▶ [Try it]:
Each entry is to be output precisely as it appears.

▶ [Material for this task]:
--- START ---
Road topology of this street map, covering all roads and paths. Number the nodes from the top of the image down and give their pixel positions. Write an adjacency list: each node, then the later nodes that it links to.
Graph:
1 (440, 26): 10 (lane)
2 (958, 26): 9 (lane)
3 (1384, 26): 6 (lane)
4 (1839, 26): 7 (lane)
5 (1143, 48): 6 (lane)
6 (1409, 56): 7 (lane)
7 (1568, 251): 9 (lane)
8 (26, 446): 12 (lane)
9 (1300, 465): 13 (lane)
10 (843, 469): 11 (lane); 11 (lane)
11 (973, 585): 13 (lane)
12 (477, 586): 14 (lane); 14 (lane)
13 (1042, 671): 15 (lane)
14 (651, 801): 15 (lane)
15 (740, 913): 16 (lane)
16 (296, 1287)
--- END ---
▶ [Exercise answer]:
Road topology of this street map, covering all roads and paths. Number the nodes from the top of the image down and give their pixel positions. Write an adjacency list: each node, then the later nodes that it links to.
Graph:
1 (440, 26): 10 (lane)
2 (958, 26): 9 (lane)
3 (1384, 26): 6 (lane)
4 (1839, 26): 7 (lane)
5 (1143, 48): 6 (lane)
6 (1409, 56): 7 (lane)
7 (1568, 251): 9 (lane)
8 (26, 446): 12 (lane)
9 (1300, 465): 13 (lane)
10 (843, 469): 11 (lane); 11 (lane)
11 (973, 585): 13 (lane)
12 (477, 586): 14 (lane); 14 (lane)
13 (1042, 671): 15 (lane)
14 (651, 801): 15 (lane)
15 (740, 913): 16 (lane)
16 (296, 1287)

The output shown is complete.